_Task_: Ignoring the images, restate the records below word for word.

_Available data_:
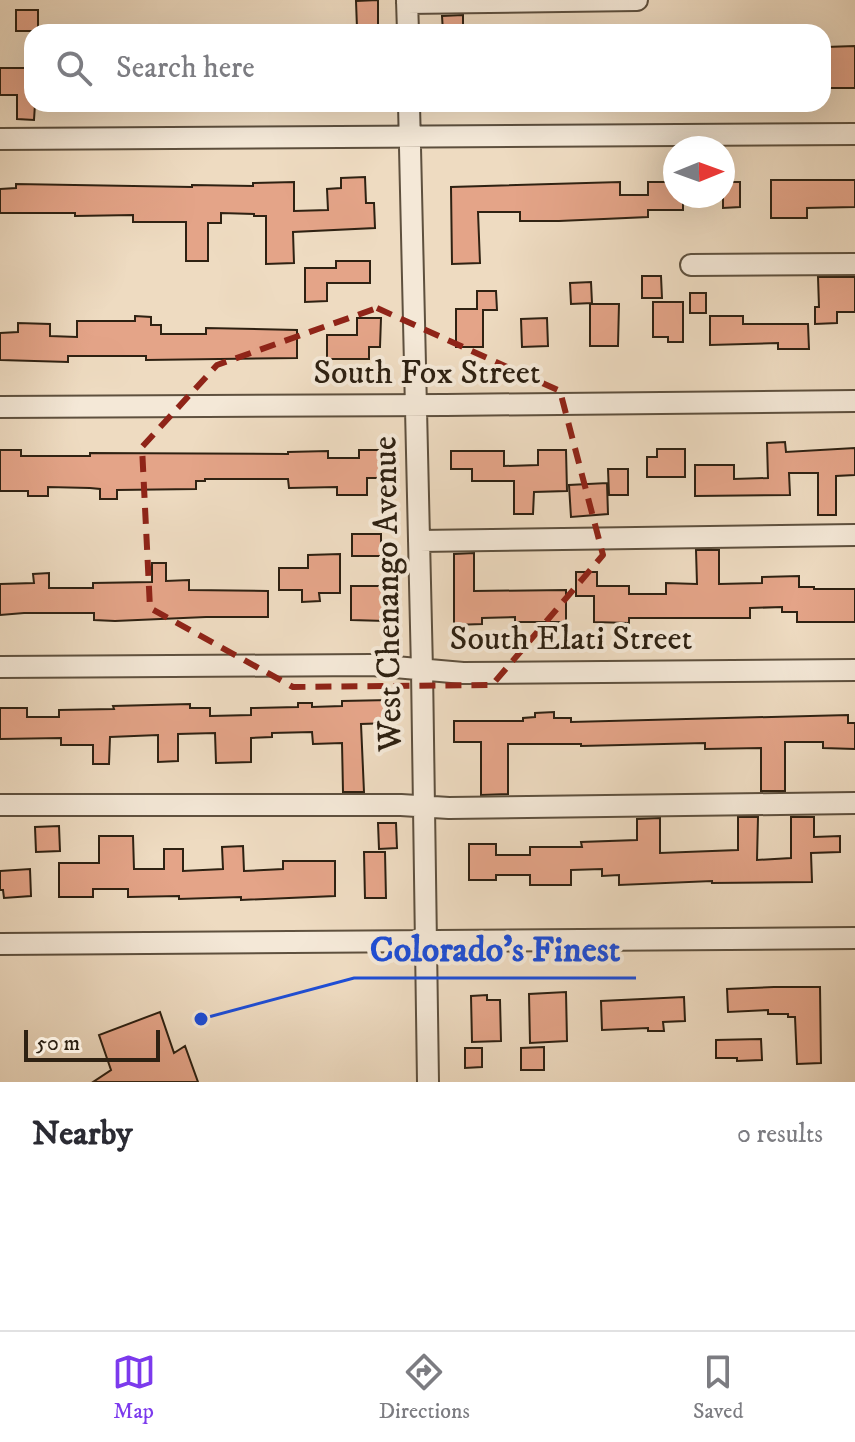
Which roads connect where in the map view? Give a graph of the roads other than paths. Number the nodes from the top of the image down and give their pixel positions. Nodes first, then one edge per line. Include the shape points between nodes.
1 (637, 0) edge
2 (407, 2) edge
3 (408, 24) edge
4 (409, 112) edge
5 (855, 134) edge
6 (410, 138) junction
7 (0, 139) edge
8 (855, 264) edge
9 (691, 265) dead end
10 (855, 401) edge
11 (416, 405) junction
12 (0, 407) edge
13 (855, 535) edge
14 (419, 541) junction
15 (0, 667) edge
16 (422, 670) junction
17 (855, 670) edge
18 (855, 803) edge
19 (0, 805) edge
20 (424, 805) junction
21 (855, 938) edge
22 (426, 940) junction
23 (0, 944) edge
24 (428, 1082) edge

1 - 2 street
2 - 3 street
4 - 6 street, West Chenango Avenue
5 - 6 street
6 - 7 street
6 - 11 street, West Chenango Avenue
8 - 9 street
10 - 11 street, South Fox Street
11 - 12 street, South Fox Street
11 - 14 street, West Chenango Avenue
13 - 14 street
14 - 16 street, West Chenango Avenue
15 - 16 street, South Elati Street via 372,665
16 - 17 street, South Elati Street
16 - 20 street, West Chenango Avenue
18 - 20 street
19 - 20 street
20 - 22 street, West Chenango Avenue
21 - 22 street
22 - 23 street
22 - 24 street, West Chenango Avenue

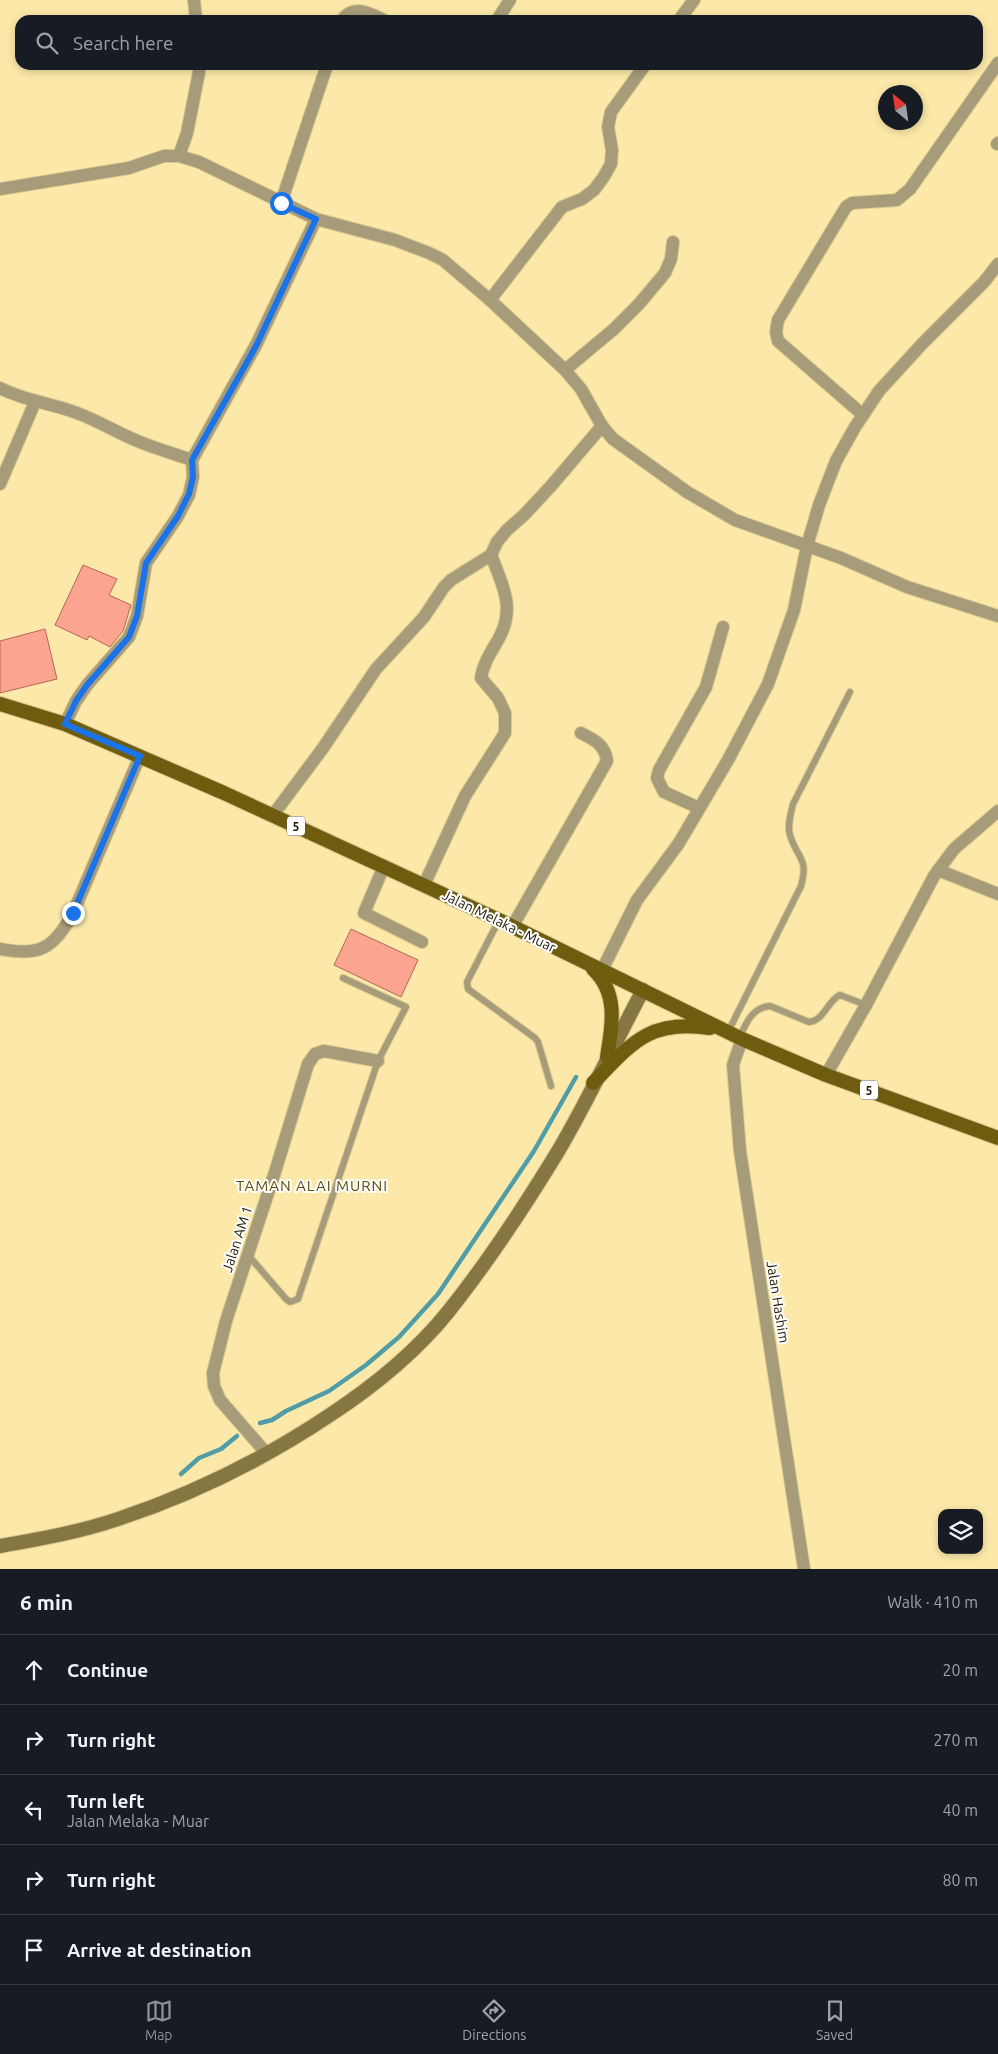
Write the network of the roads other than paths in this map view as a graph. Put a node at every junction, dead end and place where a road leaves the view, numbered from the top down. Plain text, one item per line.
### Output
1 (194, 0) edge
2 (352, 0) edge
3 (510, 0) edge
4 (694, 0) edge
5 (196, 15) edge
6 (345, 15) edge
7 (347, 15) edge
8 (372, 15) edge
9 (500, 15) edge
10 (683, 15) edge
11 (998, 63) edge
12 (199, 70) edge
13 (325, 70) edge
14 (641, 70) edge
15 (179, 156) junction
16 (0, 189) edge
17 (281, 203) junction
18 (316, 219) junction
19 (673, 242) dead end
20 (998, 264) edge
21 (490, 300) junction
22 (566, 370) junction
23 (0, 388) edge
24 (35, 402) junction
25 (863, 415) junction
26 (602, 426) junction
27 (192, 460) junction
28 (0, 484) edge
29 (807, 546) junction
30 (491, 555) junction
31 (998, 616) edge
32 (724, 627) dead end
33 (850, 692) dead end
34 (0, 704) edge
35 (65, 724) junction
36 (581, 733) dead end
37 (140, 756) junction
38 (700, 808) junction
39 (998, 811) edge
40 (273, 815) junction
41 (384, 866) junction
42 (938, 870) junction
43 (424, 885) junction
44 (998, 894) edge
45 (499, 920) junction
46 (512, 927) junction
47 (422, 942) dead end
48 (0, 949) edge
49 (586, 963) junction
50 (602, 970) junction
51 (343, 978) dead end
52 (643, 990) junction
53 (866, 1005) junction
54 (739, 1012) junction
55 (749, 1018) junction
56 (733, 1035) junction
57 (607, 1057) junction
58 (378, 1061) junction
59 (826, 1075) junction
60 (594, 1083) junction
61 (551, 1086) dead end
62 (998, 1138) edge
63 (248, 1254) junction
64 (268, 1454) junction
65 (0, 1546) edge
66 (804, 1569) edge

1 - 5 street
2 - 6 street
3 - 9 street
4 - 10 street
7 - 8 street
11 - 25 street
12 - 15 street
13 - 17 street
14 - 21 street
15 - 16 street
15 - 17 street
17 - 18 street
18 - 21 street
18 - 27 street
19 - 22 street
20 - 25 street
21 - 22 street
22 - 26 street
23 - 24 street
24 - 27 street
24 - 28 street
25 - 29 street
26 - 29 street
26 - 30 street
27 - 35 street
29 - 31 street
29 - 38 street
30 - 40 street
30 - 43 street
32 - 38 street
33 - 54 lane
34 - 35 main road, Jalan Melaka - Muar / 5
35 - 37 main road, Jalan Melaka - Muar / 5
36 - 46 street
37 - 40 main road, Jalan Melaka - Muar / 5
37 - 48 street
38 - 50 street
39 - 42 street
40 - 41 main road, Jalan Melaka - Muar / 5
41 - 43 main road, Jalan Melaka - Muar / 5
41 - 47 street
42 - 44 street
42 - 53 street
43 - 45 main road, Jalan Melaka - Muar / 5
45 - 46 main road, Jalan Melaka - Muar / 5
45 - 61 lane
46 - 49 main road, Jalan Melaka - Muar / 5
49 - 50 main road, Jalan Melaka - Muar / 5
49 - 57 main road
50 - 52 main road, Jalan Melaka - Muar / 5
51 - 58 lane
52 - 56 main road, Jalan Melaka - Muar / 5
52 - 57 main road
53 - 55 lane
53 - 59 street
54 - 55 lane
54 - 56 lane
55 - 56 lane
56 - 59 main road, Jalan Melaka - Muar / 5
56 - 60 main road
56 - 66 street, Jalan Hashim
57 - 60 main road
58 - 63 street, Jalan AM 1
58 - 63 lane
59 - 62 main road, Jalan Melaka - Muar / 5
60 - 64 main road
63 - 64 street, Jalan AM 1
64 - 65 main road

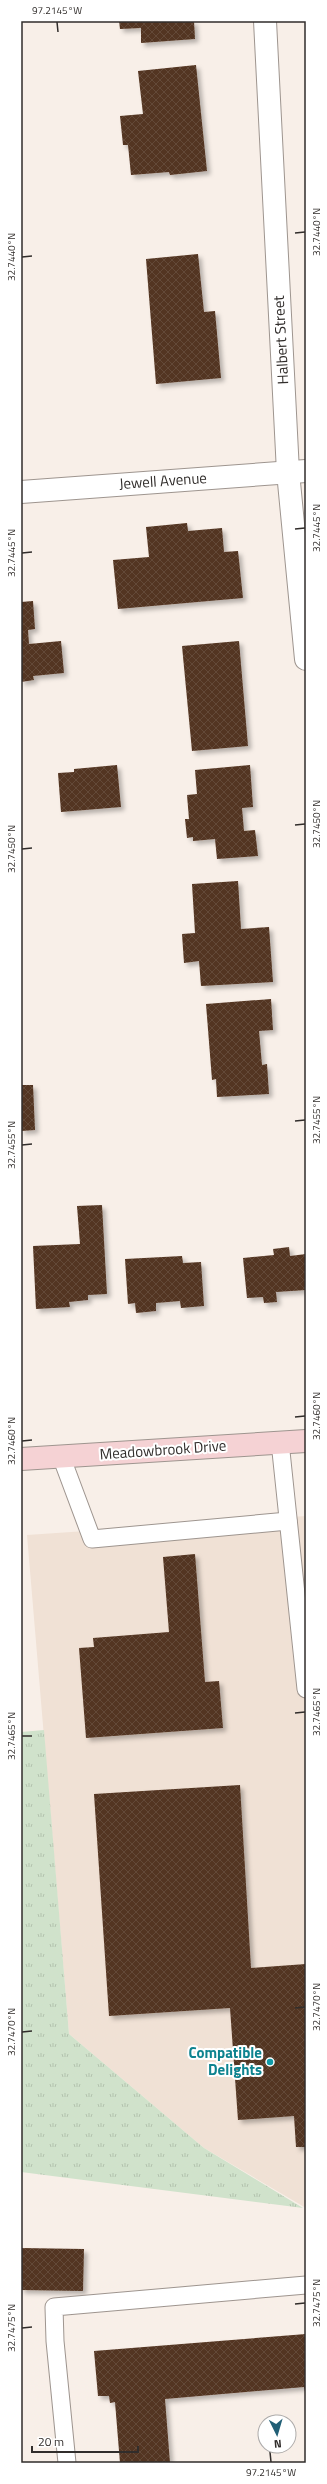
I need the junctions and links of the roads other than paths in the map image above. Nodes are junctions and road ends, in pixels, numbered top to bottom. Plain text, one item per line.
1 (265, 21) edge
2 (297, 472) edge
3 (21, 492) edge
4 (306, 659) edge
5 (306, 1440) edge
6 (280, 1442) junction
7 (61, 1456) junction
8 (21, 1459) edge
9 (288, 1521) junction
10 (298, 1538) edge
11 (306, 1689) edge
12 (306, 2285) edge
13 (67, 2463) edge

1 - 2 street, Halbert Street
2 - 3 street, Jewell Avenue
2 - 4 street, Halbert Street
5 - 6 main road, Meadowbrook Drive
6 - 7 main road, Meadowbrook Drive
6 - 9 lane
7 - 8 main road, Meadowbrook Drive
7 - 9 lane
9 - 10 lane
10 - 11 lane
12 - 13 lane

_Answer_:
Which roads connect where in the map view? Give a graph of the roads other than paths. Number the nodes from the top of the image down and give their pixel positions. Nodes first, then one edge per line. Include the shape points between nodes.
1 (637, 0) edge
2 (407, 2) edge
3 (408, 24) edge
4 (409, 112) edge
5 (855, 134) edge
6 (410, 138) junction
7 (0, 139) edge
8 (855, 264) edge
9 (691, 265) dead end
10 (855, 401) edge
11 (416, 405) junction
12 (0, 407) edge
13 (855, 535) edge
14 (419, 541) junction
15 (0, 667) edge
16 (422, 670) junction
17 (855, 670) edge
18 (855, 803) edge
19 (0, 805) edge
20 (424, 805) junction
21 (855, 938) edge
22 (426, 940) junction
23 (0, 944) edge
24 (428, 1082) edge

1 - 2 street
2 - 3 street
4 - 6 street, West Chenango Avenue
5 - 6 street
6 - 7 street
6 - 11 street, West Chenango Avenue
8 - 9 street
10 - 11 street, South Fox Street
11 - 12 street, South Fox Street
11 - 14 street, West Chenango Avenue
13 - 14 street
14 - 16 street, West Chenango Avenue
15 - 16 street, South Elati Street via 372,665
16 - 17 street, South Elati Street
16 - 20 street, West Chenango Avenue
18 - 20 street
19 - 20 street
20 - 22 street, West Chenango Avenue
21 - 22 street
22 - 23 street
22 - 24 street, West Chenango Avenue

Write the network of the roads other than paths in this map view as a graph. Put a node at every junction, dead end and place where a road leaves the view, numbered from the top down. Plain text, one item per line.
### Output
1 (194, 0) edge
2 (352, 0) edge
3 (510, 0) edge
4 (694, 0) edge
5 (196, 15) edge
6 (345, 15) edge
7 (347, 15) edge
8 (372, 15) edge
9 (500, 15) edge
10 (683, 15) edge
11 (998, 63) edge
12 (199, 70) edge
13 (325, 70) edge
14 (641, 70) edge
15 (179, 156) junction
16 (0, 189) edge
17 (281, 203) junction
18 (316, 219) junction
19 (673, 242) dead end
20 (998, 264) edge
21 (490, 300) junction
22 (566, 370) junction
23 (0, 388) edge
24 (35, 402) junction
25 (863, 415) junction
26 (602, 426) junction
27 (192, 460) junction
28 (0, 484) edge
29 (807, 546) junction
30 (491, 555) junction
31 (998, 616) edge
32 (724, 627) dead end
33 (850, 692) dead end
34 (0, 704) edge
35 (65, 724) junction
36 (581, 733) dead end
37 (140, 756) junction
38 (700, 808) junction
39 (998, 811) edge
40 (273, 815) junction
41 (384, 866) junction
42 (938, 870) junction
43 (424, 885) junction
44 (998, 894) edge
45 (499, 920) junction
46 (512, 927) junction
47 (422, 942) dead end
48 (0, 949) edge
49 (586, 963) junction
50 (602, 970) junction
51 (343, 978) dead end
52 (643, 990) junction
53 (866, 1005) junction
54 (739, 1012) junction
55 (749, 1018) junction
56 (733, 1035) junction
57 (607, 1057) junction
58 (378, 1061) junction
59 (826, 1075) junction
60 (594, 1083) junction
61 (551, 1086) dead end
62 (998, 1138) edge
63 (248, 1254) junction
64 (268, 1454) junction
65 (0, 1546) edge
66 (804, 1569) edge

1 - 5 street
2 - 6 street
3 - 9 street
4 - 10 street
7 - 8 street
11 - 25 street
12 - 15 street
13 - 17 street
14 - 21 street
15 - 16 street
15 - 17 street
17 - 18 street
18 - 21 street
18 - 27 street
19 - 22 street
20 - 25 street
21 - 22 street
22 - 26 street
23 - 24 street
24 - 27 street
24 - 28 street
25 - 29 street
26 - 29 street
26 - 30 street
27 - 35 street
29 - 31 street
29 - 38 street
30 - 40 street
30 - 43 street
32 - 38 street
33 - 54 lane
34 - 35 main road, Jalan Melaka - Muar / 5
35 - 37 main road, Jalan Melaka - Muar / 5
36 - 46 street
37 - 40 main road, Jalan Melaka - Muar / 5
37 - 48 street
38 - 50 street
39 - 42 street
40 - 41 main road, Jalan Melaka - Muar / 5
41 - 43 main road, Jalan Melaka - Muar / 5
41 - 47 street
42 - 44 street
42 - 53 street
43 - 45 main road, Jalan Melaka - Muar / 5
45 - 46 main road, Jalan Melaka - Muar / 5
45 - 61 lane
46 - 49 main road, Jalan Melaka - Muar / 5
49 - 50 main road, Jalan Melaka - Muar / 5
49 - 57 main road
50 - 52 main road, Jalan Melaka - Muar / 5
51 - 58 lane
52 - 56 main road, Jalan Melaka - Muar / 5
52 - 57 main road
53 - 55 lane
53 - 59 street
54 - 55 lane
54 - 56 lane
55 - 56 lane
56 - 59 main road, Jalan Melaka - Muar / 5
56 - 60 main road
56 - 66 street, Jalan Hashim
57 - 60 main road
58 - 63 street, Jalan AM 1
58 - 63 lane
59 - 62 main road, Jalan Melaka - Muar / 5
60 - 64 main road
63 - 64 street, Jalan AM 1
64 - 65 main road

I need the junctions and links of the roads other than paths in the map image above. Nodes are junctions and road ends, in pixels, numbered top to bottom. Plain text, one item per line.
1 (265, 21) edge
2 (297, 472) edge
3 (21, 492) edge
4 (306, 659) edge
5 (306, 1440) edge
6 (280, 1442) junction
7 (61, 1456) junction
8 (21, 1459) edge
9 (288, 1521) junction
10 (298, 1538) edge
11 (306, 1689) edge
12 (306, 2285) edge
13 (67, 2463) edge

1 - 2 street, Halbert Street
2 - 3 street, Jewell Avenue
2 - 4 street, Halbert Street
5 - 6 main road, Meadowbrook Drive
6 - 7 main road, Meadowbrook Drive
6 - 9 lane
7 - 8 main road, Meadowbrook Drive
7 - 9 lane
9 - 10 lane
10 - 11 lane
12 - 13 lane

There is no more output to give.